Ciò detto, condivido solo in parte questo articolo della nostra neo collaboratrice, Rossella Tranchida. Se è giusto, infatti, criticare l’atteggiamento ipocrita, neo-conservatore e neo bacchettone del femminismo nei confronti della pornografia, sono altresì convinto che se la sessualità fosse realmente libera – cosa che oggi non è affatto dal momento che è sottoposta alle logiche dell’ideologia capitalista – la pornografia non esisterebbe per la semplice ragione che non avrebbe ragione di esistere.
Argomento complesso ma di grande interesse che affronterò in un prossimo articolo o video.
(Fabrizio Marchi)
L’onnipresente e di fatto egemone vulgata femminista odierna, esercitata in primis attraverso un bombardamento mediatico senza precedenti, ha fatto tornare in auge il vecchio tentativo di moralizzare la sessualità attaccando ancora una volta, come accade ciclicamente a seconda del contesto storico e sociale del momento, uno dei fenomeni più influenti nella società contemporanea inerenti questo argomento: la pornografia.
La rappresentazione di immagini erotiche e sessuali, anche esplicite, ha origini antichissime (si pensi agli innumerevoli esempi di pittura e scultura che sono arrivati fino a noi in pratica da ogni civiltà del passato) e da allora non ha mai smesso di esistere e diffondersi liberamente attraverso varie forme. Il 1857 è l’anno in cui viene criminalizzata in termini legislativi per la prima volta, siamo nel Regno Unito, e la legge prese il nome di “Obscene Publications Act”. Alla fine dello stesso secolo vengono fatte risalire le prime pellicole pornografiche, brevi filmati per lo più rappresentanti scene di striptease e nudità parziale, ma anche scene esplicite che comprendevano ogni tipo di perversione e parafilia esistente, diffusi principalmente attraverso circuiti clandestini. Dai primi del ‘900 si assiste ad una escalation in cui il materiale pornografico, nelle sue varie forme, acquisisce una dimensione sempre più esplicita e popolare e dagli anni ’50 anche le grandi masse riescono finalmente ad usufruire di questo materiale grazie alla nascita ed alla commercializzazione di riviste come Playboy, Penthouse e più avanti, negli anni ’70, anche della più spinta Hustler (per citare le più famose), oltre che di una sempre maggiore quantità di pellicole videocinematografiche diffuse attraverso cinema a tema o VHS.

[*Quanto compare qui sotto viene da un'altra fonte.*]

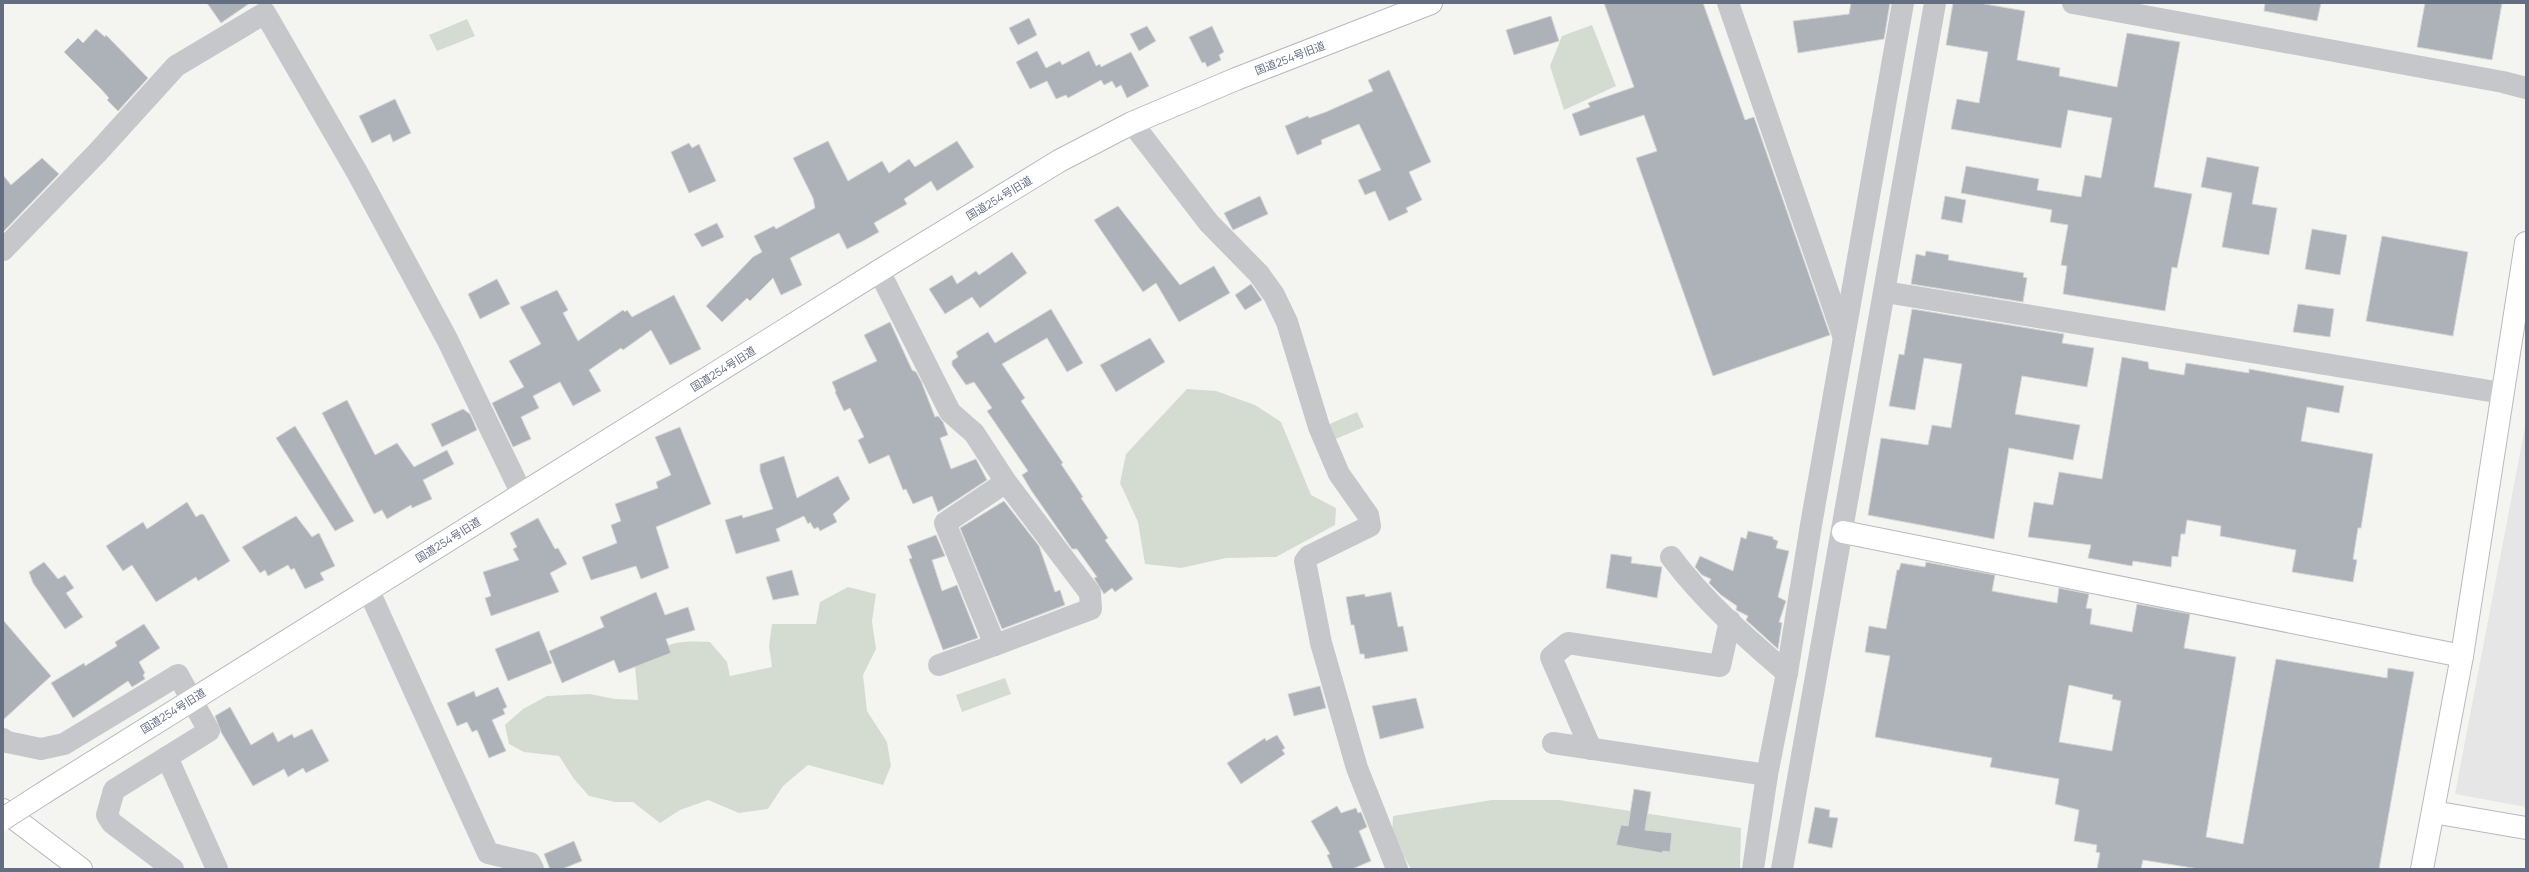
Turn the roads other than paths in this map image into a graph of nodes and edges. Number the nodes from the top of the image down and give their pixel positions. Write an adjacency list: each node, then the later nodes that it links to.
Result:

Il ritorno di un certo libertinismo sessuale, tipico dei tempi della cosiddetta “rivoluzione sessuale”, che era ormai un fenomeno di costume, rende più semplice affrontare il tema della pornografia alla luce del sole e senza imbarazzi di sorta.
Sin da subito il movimento femminista si schiera contro quello che definisce essere la massima espressione di svilimento e oggettificazione della donna, creata ad uso e consumo esclusivo dell’uomo. Anche molte pornostar degli anni ’70 e ’80 (una su tutte Linda Lovelace del celeberrimo “Gola profonda”), influenzate da questa visione, finiscono per rinnegare il passato facendosi promotrici di campagne antiporno, principalmente rivolte all’Hardcore e a tutte quelle nicchie di porno BDSM (che stando alle statistiche sulle preferenze sessuali della gente reale tanto nicchie non sono mai state).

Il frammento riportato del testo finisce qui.